Segment Start: TASK DATA

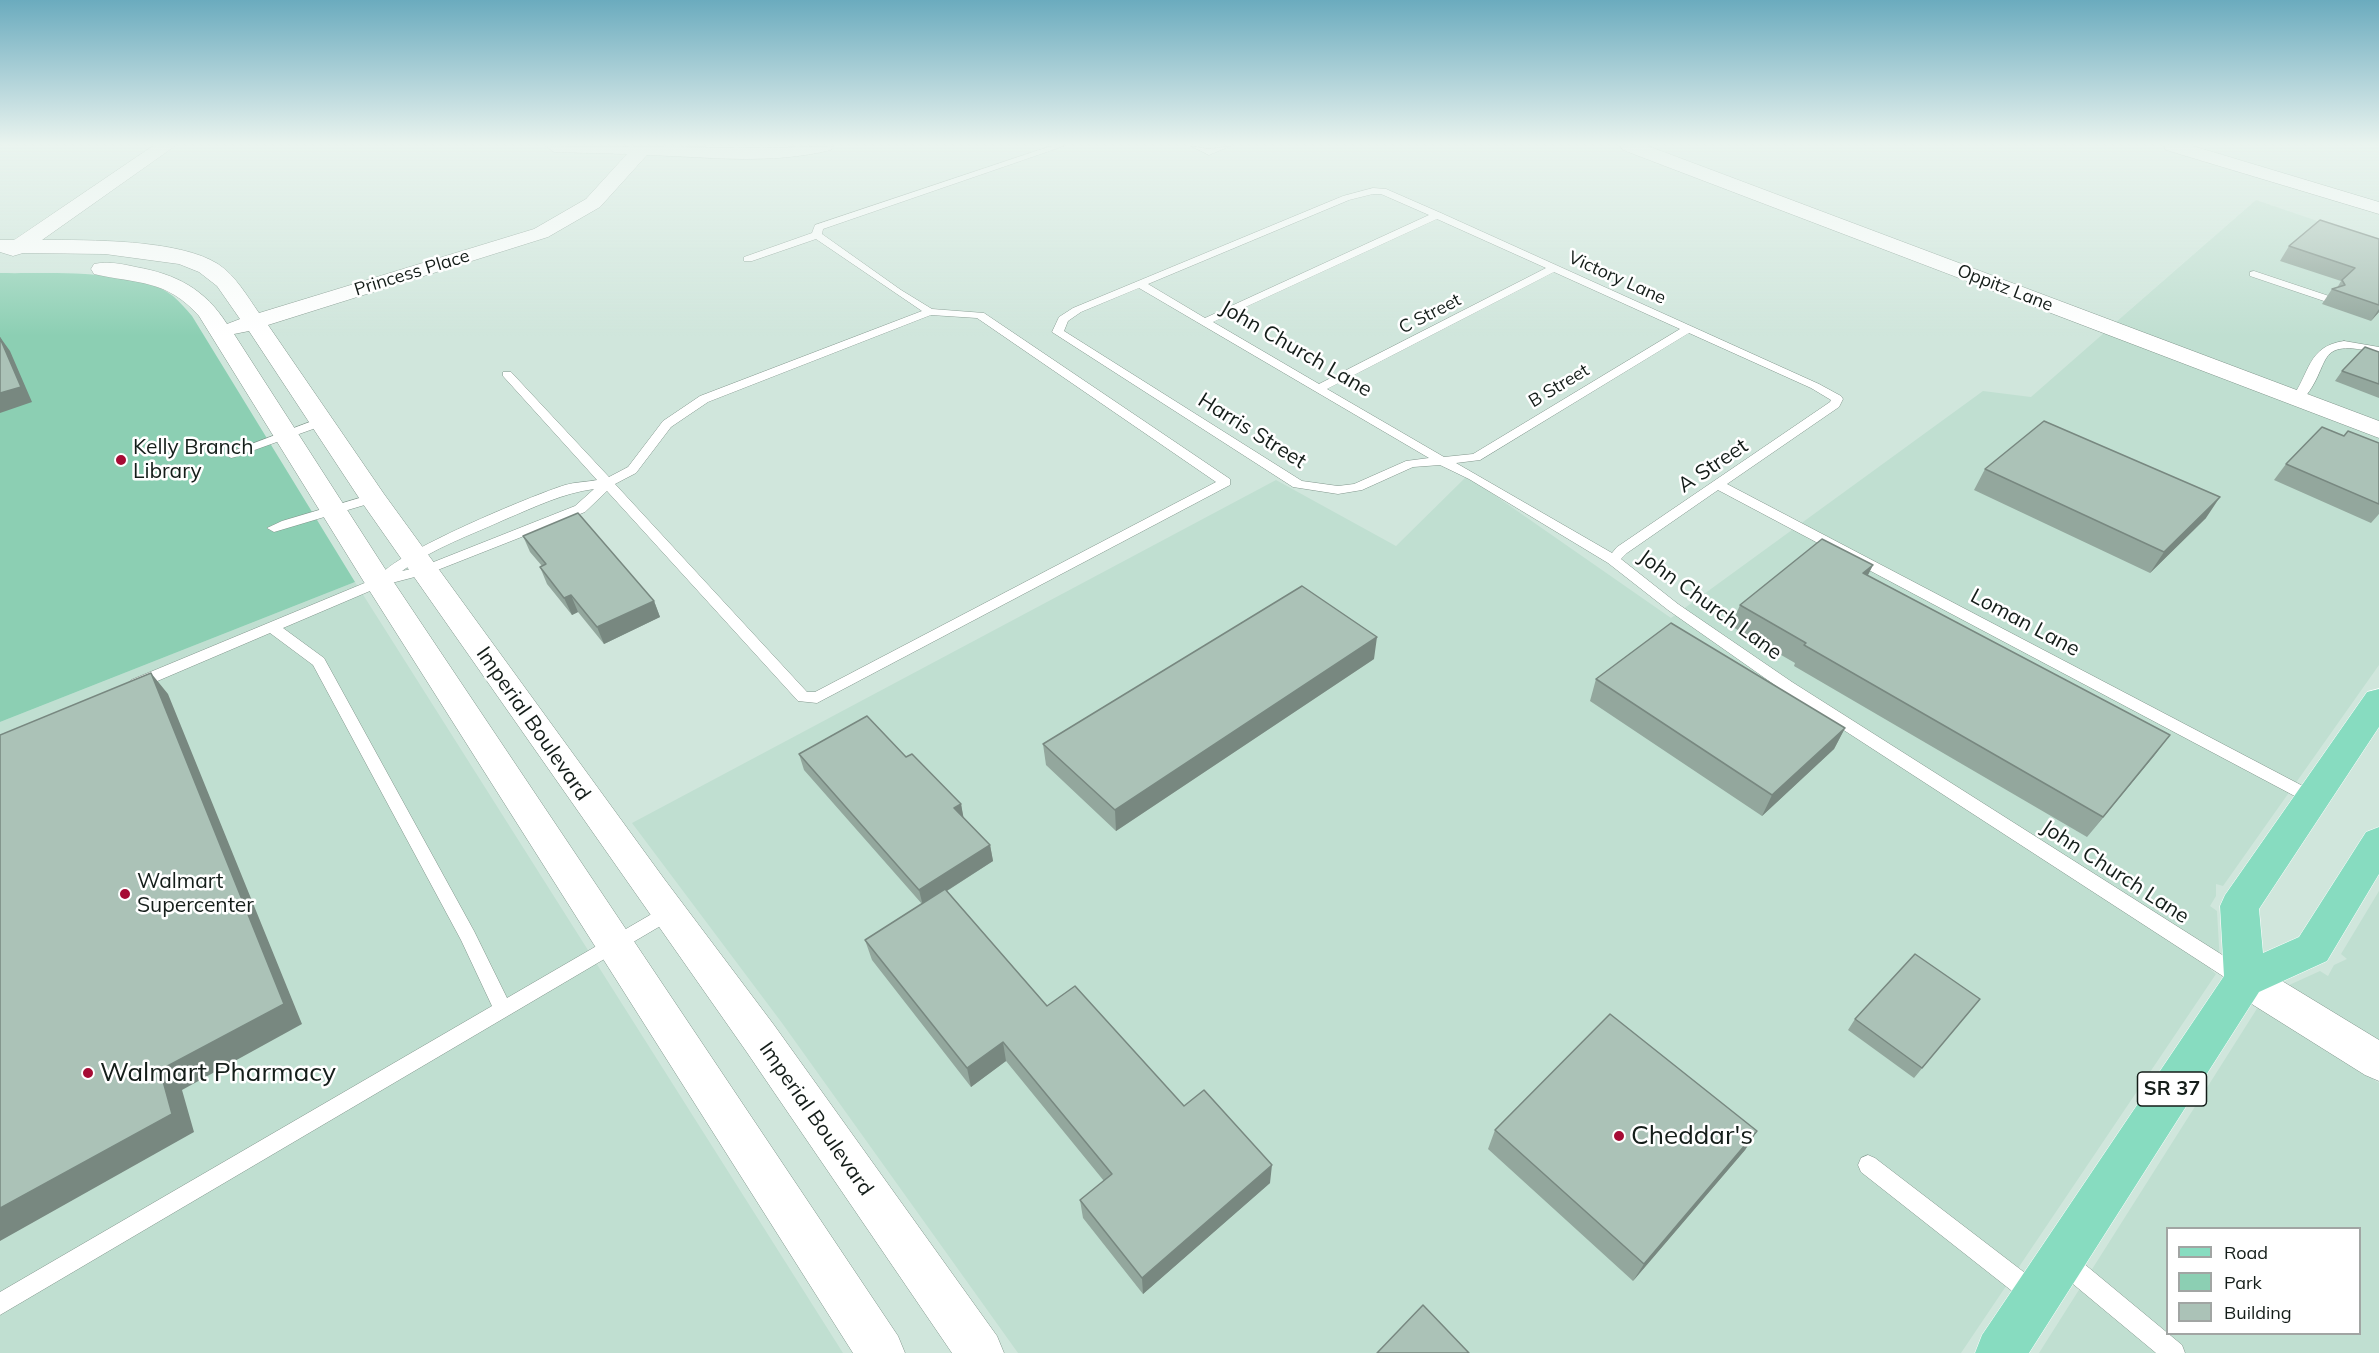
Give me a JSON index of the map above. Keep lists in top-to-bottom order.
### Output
{
  "streets": {
    "main road": ["SR 37"],
    "street": ["Princess Place", "Oppitz Lane", "Imperial Boulevard"],
    "lane": [
      "Victory Lane",
      "C Street",
      "John Church Lane",
      "B Street",
      "Harris Street",
      "A Street",
      "Loman Lane"
    ]
  },
  "crossings": [
    ["Princess Place", "Imperial Boulevard"],
    ["Victory Lane", "C Street"],
    ["Victory Lane", "John Church Lane"],
    ["Victory Lane", "B Street"],
    ["Victory Lane", "Harris Street"],
    ["Victory Lane", "A Street"],
    ["C Street", "John Church Lane"],
    ["John Church Lane", "B Street"],
    ["John Church Lane", "Harris Street"],
    ["John Church Lane", "A Street"],
    ["John Church Lane", "SR 37"],
    ["B Street", "Harris Street"],
    ["A Street", "Loman Lane"]
  ],
  "places": [
    "Kelly Branch Library",
    "Walmart Supercenter",
    "Walmart Pharmacy",
    "Cheddar's"
  ],
  "legend": ["Road", "Park", "Building"]
}
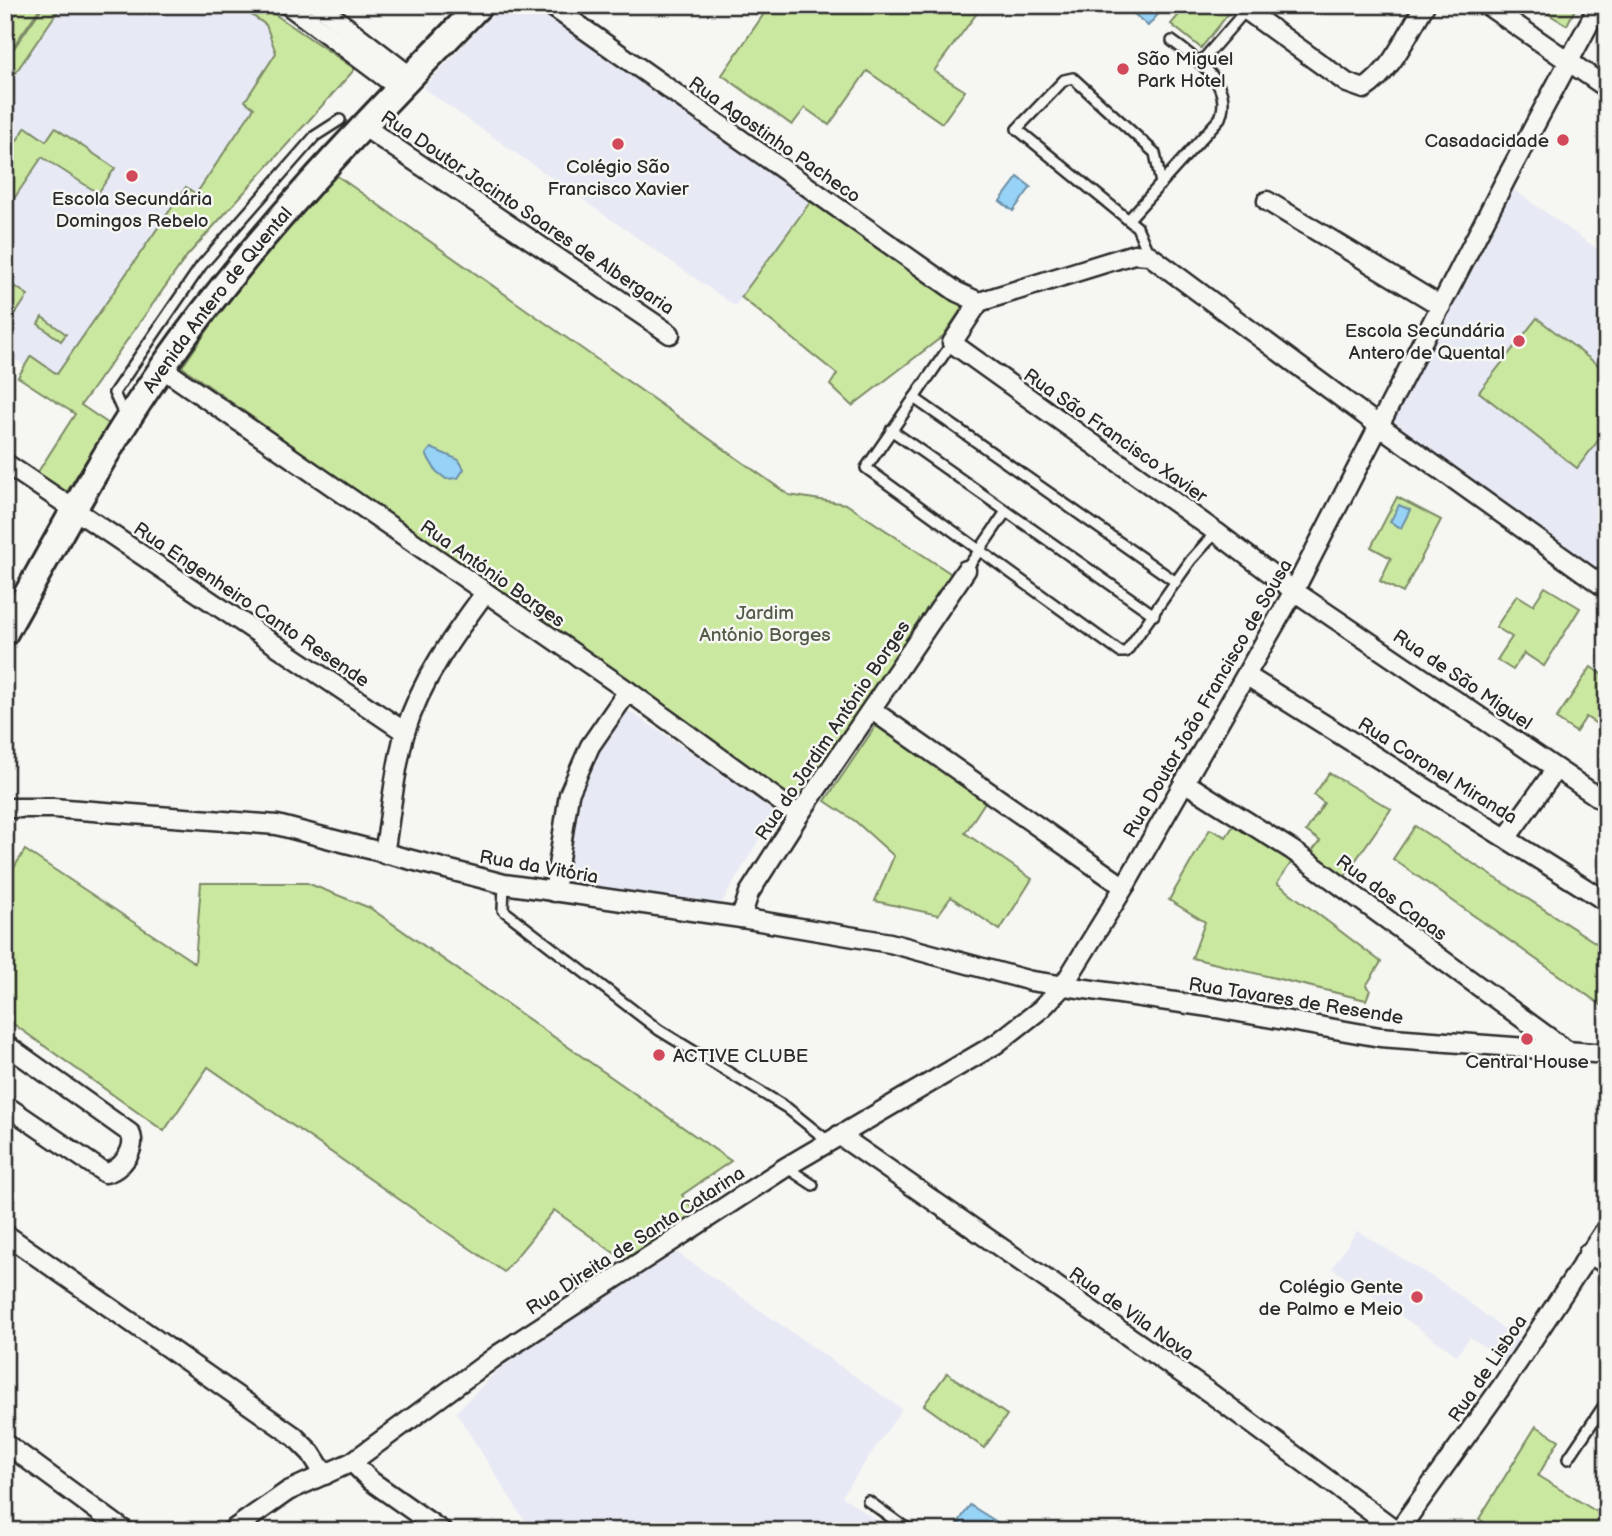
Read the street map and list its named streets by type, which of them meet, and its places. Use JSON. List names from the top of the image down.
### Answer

Segment End: TASK DATA

== WHAT TO WORK ON ==
Set out, exactly as written, the lines from the line with "Read the street" to the last line of the records, inclusive, and only those lines.

== SOLVED PROBLEM ==
Read the street map and list its named streets by type, which of them meet, and its places. Use JSON. List names from the top of the image down.
### Answer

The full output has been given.